L’evento di Milano sarà anche l’occasione di fare il punto su molti altri aspetti dell’immunoncologia, come l’immunometabolismo. “E’ infatti noto che tutte le cellule necessitano di energia per svolgere le loro funzioni vitali e che tale capacità è sotto il controllo di vie metaboliche” – spiega Antonio Sica, professore presso l’Università degli Studi del Piemonte Orientale e segretario di NIBIT -. “In questo scenario, recenti evidenze hanno dimostrato che i tumori attuano una competizione metabolica con le cellule immunitarie, deprivandole di nutrienti essenziali per la produzione di energia e instaurando così una condizione di immunosoppressione che favorisce la crescita tumorale e l’insorgenza di meccanismi di resistenza alle terapie”. Nuovi studi mirano quindi a comprendere i meccanismi che governano l’immunometabolismo dei pazienti al fine di ripristinare risposte immunitarie efficaci. In questo contesto, Teresa Manzo dell’Istituto Europeo di Oncologia, ad esempio, illustrerà i risultati di un recente lavoro pubblicato sulla rivista Cell Metabolism, nel quale si dimostrano i potenti effetti che gli acidi grassi esercitano sulla risposta immunitaria contro i tumori.

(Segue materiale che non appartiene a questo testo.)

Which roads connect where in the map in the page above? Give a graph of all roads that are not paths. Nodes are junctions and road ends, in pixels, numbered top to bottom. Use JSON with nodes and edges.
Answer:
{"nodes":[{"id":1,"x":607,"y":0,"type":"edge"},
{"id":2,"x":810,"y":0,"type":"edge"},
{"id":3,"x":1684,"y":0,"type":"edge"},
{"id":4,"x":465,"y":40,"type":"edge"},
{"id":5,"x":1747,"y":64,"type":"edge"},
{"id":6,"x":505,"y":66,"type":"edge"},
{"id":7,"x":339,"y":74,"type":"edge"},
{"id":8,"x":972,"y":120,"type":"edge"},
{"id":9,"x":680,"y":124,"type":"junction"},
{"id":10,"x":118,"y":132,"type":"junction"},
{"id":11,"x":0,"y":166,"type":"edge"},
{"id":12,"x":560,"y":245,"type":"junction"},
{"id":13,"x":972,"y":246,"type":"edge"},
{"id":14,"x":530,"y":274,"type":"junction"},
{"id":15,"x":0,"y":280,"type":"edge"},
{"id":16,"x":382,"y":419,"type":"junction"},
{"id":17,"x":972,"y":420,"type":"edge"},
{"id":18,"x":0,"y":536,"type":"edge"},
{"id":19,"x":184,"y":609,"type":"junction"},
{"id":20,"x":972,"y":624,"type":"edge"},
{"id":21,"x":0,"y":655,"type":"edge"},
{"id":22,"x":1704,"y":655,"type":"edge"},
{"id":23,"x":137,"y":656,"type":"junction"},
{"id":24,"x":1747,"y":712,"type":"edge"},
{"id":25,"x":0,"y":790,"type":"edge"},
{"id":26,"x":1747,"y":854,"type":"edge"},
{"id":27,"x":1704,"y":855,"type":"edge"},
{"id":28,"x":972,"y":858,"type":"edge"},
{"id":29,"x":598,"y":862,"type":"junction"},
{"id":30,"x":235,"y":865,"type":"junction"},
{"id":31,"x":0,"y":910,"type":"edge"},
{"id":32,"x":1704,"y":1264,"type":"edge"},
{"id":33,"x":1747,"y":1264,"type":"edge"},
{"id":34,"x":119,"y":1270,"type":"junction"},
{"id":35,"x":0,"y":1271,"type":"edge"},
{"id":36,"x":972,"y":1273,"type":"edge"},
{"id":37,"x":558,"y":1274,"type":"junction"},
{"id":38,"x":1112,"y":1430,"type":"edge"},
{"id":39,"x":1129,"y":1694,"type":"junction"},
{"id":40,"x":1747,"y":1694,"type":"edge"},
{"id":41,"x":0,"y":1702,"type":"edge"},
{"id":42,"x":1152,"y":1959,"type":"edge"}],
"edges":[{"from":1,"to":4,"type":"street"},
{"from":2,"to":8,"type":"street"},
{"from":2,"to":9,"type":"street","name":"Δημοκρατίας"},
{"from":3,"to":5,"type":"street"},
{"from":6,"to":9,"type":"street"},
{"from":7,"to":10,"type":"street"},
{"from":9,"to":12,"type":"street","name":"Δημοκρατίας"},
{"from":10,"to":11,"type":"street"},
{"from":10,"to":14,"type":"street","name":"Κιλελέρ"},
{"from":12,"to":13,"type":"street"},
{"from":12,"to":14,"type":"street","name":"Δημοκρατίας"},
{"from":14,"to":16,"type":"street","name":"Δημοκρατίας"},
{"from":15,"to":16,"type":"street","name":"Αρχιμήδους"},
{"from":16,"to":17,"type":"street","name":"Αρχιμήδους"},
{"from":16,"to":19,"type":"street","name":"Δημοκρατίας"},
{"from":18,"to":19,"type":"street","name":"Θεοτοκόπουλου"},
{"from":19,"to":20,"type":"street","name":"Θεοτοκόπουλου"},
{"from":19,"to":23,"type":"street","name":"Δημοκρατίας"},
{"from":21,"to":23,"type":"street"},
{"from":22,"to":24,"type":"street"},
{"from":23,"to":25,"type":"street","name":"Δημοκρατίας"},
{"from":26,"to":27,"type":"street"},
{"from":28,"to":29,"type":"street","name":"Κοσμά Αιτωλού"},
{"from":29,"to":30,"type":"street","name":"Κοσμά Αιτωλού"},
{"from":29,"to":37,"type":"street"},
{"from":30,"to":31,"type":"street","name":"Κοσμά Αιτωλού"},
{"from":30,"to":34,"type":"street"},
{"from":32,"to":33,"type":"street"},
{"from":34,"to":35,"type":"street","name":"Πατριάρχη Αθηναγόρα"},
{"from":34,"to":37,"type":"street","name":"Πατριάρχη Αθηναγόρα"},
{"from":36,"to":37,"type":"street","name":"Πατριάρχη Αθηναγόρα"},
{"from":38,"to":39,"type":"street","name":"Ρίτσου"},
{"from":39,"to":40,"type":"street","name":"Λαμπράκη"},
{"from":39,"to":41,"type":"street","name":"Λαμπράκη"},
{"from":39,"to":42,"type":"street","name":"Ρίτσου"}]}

Ma c’è di mezzo anche il colesterolo. “Recenti studi dimostrano come l’alterato metabolismo del colesterolo e dei lipidi sia in grado di influenzare la funzionalità delle cellule immunitarie – afferma Vincenzo Russo, professore associato di Patologia Generale alla Facoltà di Medicina di Università Vita-Salute San Raffaele, tra gli organizzatori di CICON23 -. Con il prof. Paolo Ascierto, primario oncologo presso l’Istituto Nazionale dei Tumori di Napoli, presenteremo dei risultati clinici sulla maggior efficacia dell’immunoterapia in combinazione con trattamenti bloccanti la sintesi del colesterolo”.
Al CICON23 prenderà parte anche Arlene Sharpe, scienziata della prestigiosa Università di Harvard, impegnata nello studio dei meccanismi che consentono al microbiota intestinale di influire sulla risposta immunitaria ai checkpoint immunitari. “Un’intera sessione sarà dedicata a come l’alimentazione influisca sul sistema immunitario e la capacità del paziente di rispondere, non solo alla immunoterapia, ma anche ai trattamenti più tradizionali come la chemioterapia – conclude Matteo Bellone -. Sappiamo infatti che alcuni alimenti espandono un microbiota sano che aiuta la risposta immunitaria contro i tumori. Certo è importante che l’alimentazione e l’utilizzo di probiotici siano suggeriti da esperti non solo di nutrizione ma anche della malattia in questione. Abbiamo purtroppo assistito a un peggioramento della malattia quando i pazienti non cercavano il parere dell’esperto. Dunque, sì all’alimentazione personalizzata, ma sotto controllo dell’oncologo di fiducia”.